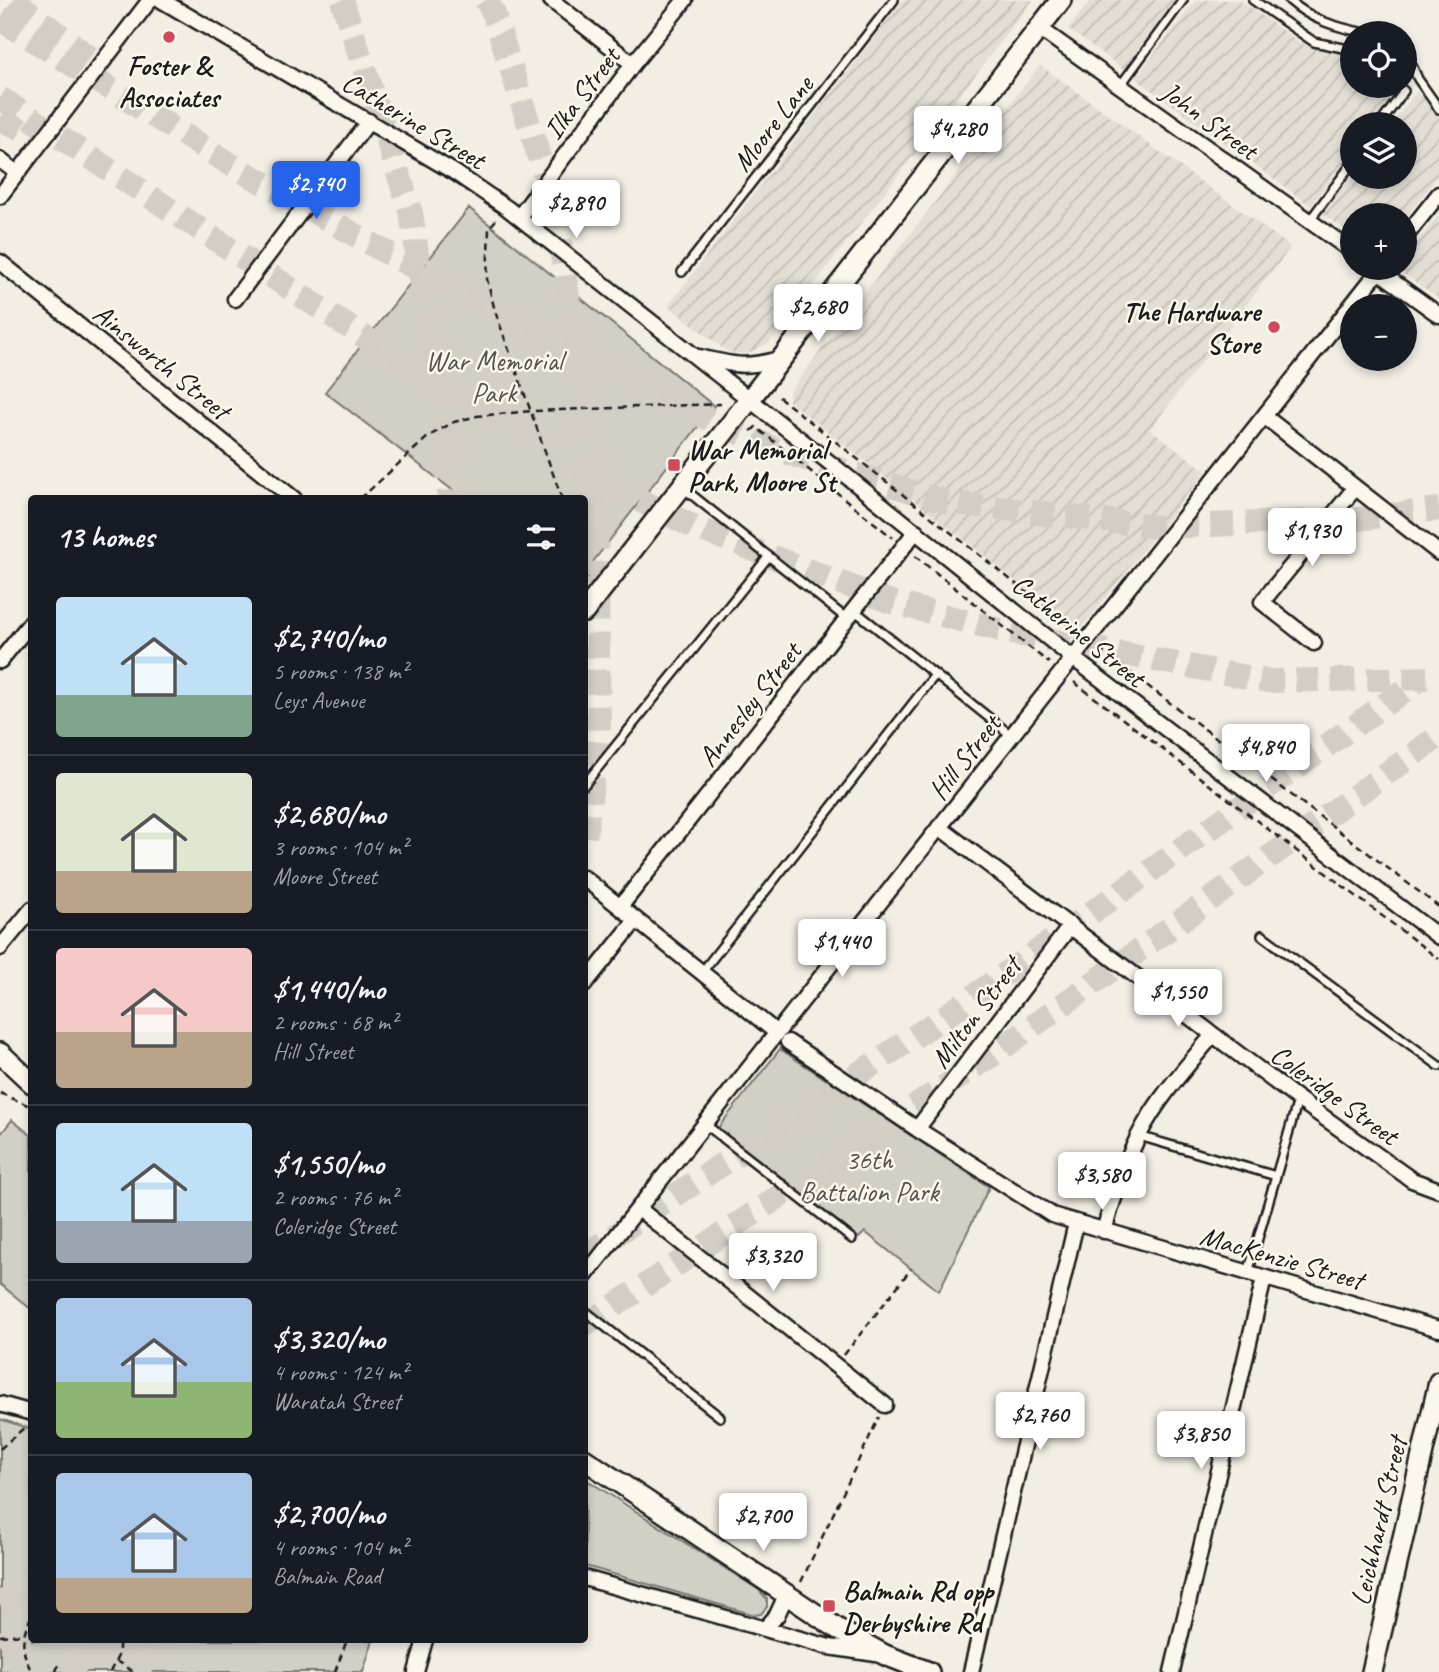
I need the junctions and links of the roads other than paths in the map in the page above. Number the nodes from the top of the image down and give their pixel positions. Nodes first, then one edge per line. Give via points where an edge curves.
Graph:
1 (150, 0) edge
2 (161, 0) edge
3 (551, 0) edge
4 (685, 0) edge
5 (894, 0) edge
6 (1061, 0) edge
7 (1182, 0) edge
8 (1253, 0) edge
9 (1289, 0) edge
10 (1340, 27) edge
11 (1040, 28) junction
12 (1340, 47) edge
13 (633, 64) junction
14 (1417, 77) edge
15 (1120, 86) junction
16 (1436, 98) edge
17 (1439, 109) edge
18 (369, 121) junction
19 (0, 160) edge
20 (17, 173) junction
21 (1340, 180) edge
22 (1439, 194) edge
23 (0, 195) edge
24 (519, 217) junction
25 (1310, 221) junction
26 (1417, 222) edge
27 (1340, 243) edge
28 (0, 262) edge
29 (682, 272) dead end
30 (1369, 280) edge
31 (1393, 280) edge
32 (235, 299) dead end
33 (1439, 315) edge
34 (694, 355) junction
35 (782, 358) junction
36 (749, 399) junction
37 (1264, 416) junction
38 (681, 487) junction
39 (1355, 488) junction
40 (289, 495) edge
41 (916, 531) junction
42 (1439, 553) edge
43 (769, 556) junction
44 (588, 607) edge
45 (851, 614) junction
46 (28, 626) edge
47 (1314, 643) dead end
48 (1073, 658) junction
49 (0, 662) edge
50 (935, 675) junction
51 (1012, 736) junction
52 (588, 780) edge
53 (939, 827) junction
54 (588, 881) edge
55 (620, 907) junction
56 (28, 914) edge
57 (636, 920) junction
58 (1071, 925) junction
59 (1262, 935) dead end
60 (1439, 937) edge
61 (0, 948) edge
62 (701, 972) junction
63 (588, 980) edge
64 (1213, 1035) junction
65 (783, 1038) junction
66 (0, 1053) edge
67 (1439, 1066) edge
68 (28, 1079) edge
69 (1298, 1099) junction
70 (705, 1124) junction
71 (917, 1129) junction
72 (1139, 1136) junction
73 (1276, 1176) junction
74 (1439, 1190) edge
75 (639, 1209) junction
76 (1076, 1223) junction
77 (1104, 1231) junction
78 (852, 1239) dead end
79 (588, 1272) edge
80 (1248, 1273) junction
81 (1264, 1278) junction
82 (588, 1313) edge
83 (1439, 1329) edge
84 (1439, 1382) edge
85 (0, 1404) edge
86 (885, 1405) road end
87 (28, 1417) edge
88 (720, 1417) dead end
89 (588, 1461) edge
90 (588, 1579) edge
91 (794, 1587) junction
92 (765, 1629) junction
93 (424, 1643) edge
94 (885, 1655) junction
95 (416, 1672) edge
96 (929, 1672) edge
97 (971, 1672) edge
98 (1172, 1672) edge
99 (1372, 1672) edge

1 - 20 street
2 - 18 street, Catherine Street
3 - 13 street
4 - 13 street, Ilka Street
5 - 29 lane, Moore Lane
6 - 11 main road
7 - 15 lane
8 - 12 lane via 1314,42
9 - 10 lane via 1302,12
11 - 15 street, John Street
11 - 35 main road
13 - 24 street, Ilka Street
14 - 16 lane
15 - 25 street, John Street
16 - 17 lane
18 - 24 street, Catherine Street
18 - 32 street
19 - 20 street
20 - 23 street
21 - 25 lane
22 - 26 street
24 - 34 street, Catherine Street
25 - 27 street, John Street
28 - 40 street, Ainsworth Street
30 - 37 street, Hill Street
31 - 33 street
34 - 35 street, Catherine Street via 740,366
34 - 36 street, Catherine Street
35 - 36 main road
36 - 38 main road
36 - 41 street, Catherine Street
37 - 39 street
37 - 48 street, Hill Street
38 - 43 lane
38 - 44 main road
39 - 42 street
39 - 47 street via 1262,602
41 - 45 street, Annesley Street
41 - 48 street, Catherine Street
43 - 45 lane
43 - 52 lane
45 - 50 lane
45 - 55 street, Annesley Street
46 - 49 street
48 - 51 street, Hill Street
48 - 60 street, Catherine Street
50 - 51 lane
50 - 62 lane
51 - 53 street, Hill Street
53 - 58 street, Coleridge Street
53 - 65 street, Hill Street
54 - 55 street, MacKenzie Street
55 - 57 street, MacKenzie Street
56 - 61 street
57 - 62 street, MacKenzie Street
57 - 63 street
58 - 64 street, Coleridge Street
58 - 71 street, Milton Street
59 - 67 lane
62 - 65 street, MacKenzie Street
64 - 69 street, Coleridge Street
64 - 72 street via 1175,1080
65 - 70 street, Hill Street
65 - 71 street, MacKenzie Street
66 - 68 main road
69 - 73 lane
69 - 74 street, Coleridge Street via 1412,1180
70 - 75 street, Hill Street
70 - 78 lane
71 - 76 street, MacKenzie Street via 1052,1214
72 - 73 lane
72 - 77 street
73 - 80 lane
75 - 79 street, Hill Street
75 - 86 street
76 - 77 street, MacKenzie Street
76 - 97 street
77 - 80 street, MacKenzie Street
80 - 81 street, MacKenzie Street
81 - 83 street, MacKenzie Street
81 - 98 street
82 - 88 lane
84 - 99 main road, Leichhardt Street
85 - 87 street
89 - 91 main road
90 - 92 street
91 - 92 street
91 - 94 main road via 841,1631
92 - 94 street via 830,1647
93 - 95 street
94 - 96 main road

EXERCISE DIRECTIONS =>
With images excluded, write the records above out again exactly.

TASK RESPONSE =>
I need the junctions and links of the roads other than paths in the map in the page above. Number the nodes from the top of the image down and give their pixel positions. Nodes first, then one edge per line. Give via points where an edge curves.
Graph:
1 (150, 0) edge
2 (161, 0) edge
3 (551, 0) edge
4 (685, 0) edge
5 (894, 0) edge
6 (1061, 0) edge
7 (1182, 0) edge
8 (1253, 0) edge
9 (1289, 0) edge
10 (1340, 27) edge
11 (1040, 28) junction
12 (1340, 47) edge
13 (633, 64) junction
14 (1417, 77) edge
15 (1120, 86) junction
16 (1436, 98) edge
17 (1439, 109) edge
18 (369, 121) junction
19 (0, 160) edge
20 (17, 173) junction
21 (1340, 180) edge
22 (1439, 194) edge
23 (0, 195) edge
24 (519, 217) junction
25 (1310, 221) junction
26 (1417, 222) edge
27 (1340, 243) edge
28 (0, 262) edge
29 (682, 272) dead end
30 (1369, 280) edge
31 (1393, 280) edge
32 (235, 299) dead end
33 (1439, 315) edge
34 (694, 355) junction
35 (782, 358) junction
36 (749, 399) junction
37 (1264, 416) junction
38 (681, 487) junction
39 (1355, 488) junction
40 (289, 495) edge
41 (916, 531) junction
42 (1439, 553) edge
43 (769, 556) junction
44 (588, 607) edge
45 (851, 614) junction
46 (28, 626) edge
47 (1314, 643) dead end
48 (1073, 658) junction
49 (0, 662) edge
50 (935, 675) junction
51 (1012, 736) junction
52 (588, 780) edge
53 (939, 827) junction
54 (588, 881) edge
55 (620, 907) junction
56 (28, 914) edge
57 (636, 920) junction
58 (1071, 925) junction
59 (1262, 935) dead end
60 (1439, 937) edge
61 (0, 948) edge
62 (701, 972) junction
63 (588, 980) edge
64 (1213, 1035) junction
65 (783, 1038) junction
66 (0, 1053) edge
67 (1439, 1066) edge
68 (28, 1079) edge
69 (1298, 1099) junction
70 (705, 1124) junction
71 (917, 1129) junction
72 (1139, 1136) junction
73 (1276, 1176) junction
74 (1439, 1190) edge
75 (639, 1209) junction
76 (1076, 1223) junction
77 (1104, 1231) junction
78 (852, 1239) dead end
79 (588, 1272) edge
80 (1248, 1273) junction
81 (1264, 1278) junction
82 (588, 1313) edge
83 (1439, 1329) edge
84 (1439, 1382) edge
85 (0, 1404) edge
86 (885, 1405) road end
87 (28, 1417) edge
88 (720, 1417) dead end
89 (588, 1461) edge
90 (588, 1579) edge
91 (794, 1587) junction
92 (765, 1629) junction
93 (424, 1643) edge
94 (885, 1655) junction
95 (416, 1672) edge
96 (929, 1672) edge
97 (971, 1672) edge
98 (1172, 1672) edge
99 (1372, 1672) edge

1 - 20 street
2 - 18 street, Catherine Street
3 - 13 street
4 - 13 street, Ilka Street
5 - 29 lane, Moore Lane
6 - 11 main road
7 - 15 lane
8 - 12 lane via 1314,42
9 - 10 lane via 1302,12
11 - 15 street, John Street
11 - 35 main road
13 - 24 street, Ilka Street
14 - 16 lane
15 - 25 street, John Street
16 - 17 lane
18 - 24 street, Catherine Street
18 - 32 street
19 - 20 street
20 - 23 street
21 - 25 lane
22 - 26 street
24 - 34 street, Catherine Street
25 - 27 street, John Street
28 - 40 street, Ainsworth Street
30 - 37 street, Hill Street
31 - 33 street
34 - 35 street, Catherine Street via 740,366
34 - 36 street, Catherine Street
35 - 36 main road
36 - 38 main road
36 - 41 street, Catherine Street
37 - 39 street
37 - 48 street, Hill Street
38 - 43 lane
38 - 44 main road
39 - 42 street
39 - 47 street via 1262,602
41 - 45 street, Annesley Street
41 - 48 street, Catherine Street
43 - 45 lane
43 - 52 lane
45 - 50 lane
45 - 55 street, Annesley Street
46 - 49 street
48 - 51 street, Hill Street
48 - 60 street, Catherine Street
50 - 51 lane
50 - 62 lane
51 - 53 street, Hill Street
53 - 58 street, Coleridge Street
53 - 65 street, Hill Street
54 - 55 street, MacKenzie Street
55 - 57 street, MacKenzie Street
56 - 61 street
57 - 62 street, MacKenzie Street
57 - 63 street
58 - 64 street, Coleridge Street
58 - 71 street, Milton Street
59 - 67 lane
62 - 65 street, MacKenzie Street
64 - 69 street, Coleridge Street
64 - 72 street via 1175,1080
65 - 70 street, Hill Street
65 - 71 street, MacKenzie Street
66 - 68 main road
69 - 73 lane
69 - 74 street, Coleridge Street via 1412,1180
70 - 75 street, Hill Street
70 - 78 lane
71 - 76 street, MacKenzie Street via 1052,1214
72 - 73 lane
72 - 77 street
73 - 80 lane
75 - 79 street, Hill Street
75 - 86 street
76 - 77 street, MacKenzie Street
76 - 97 street
77 - 80 street, MacKenzie Street
80 - 81 street, MacKenzie Street
81 - 83 street, MacKenzie Street
81 - 98 street
82 - 88 lane
84 - 99 main road, Leichhardt Street
85 - 87 street
89 - 91 main road
90 - 92 street
91 - 92 street
91 - 94 main road via 841,1631
92 - 94 street via 830,1647
93 - 95 street
94 - 96 main road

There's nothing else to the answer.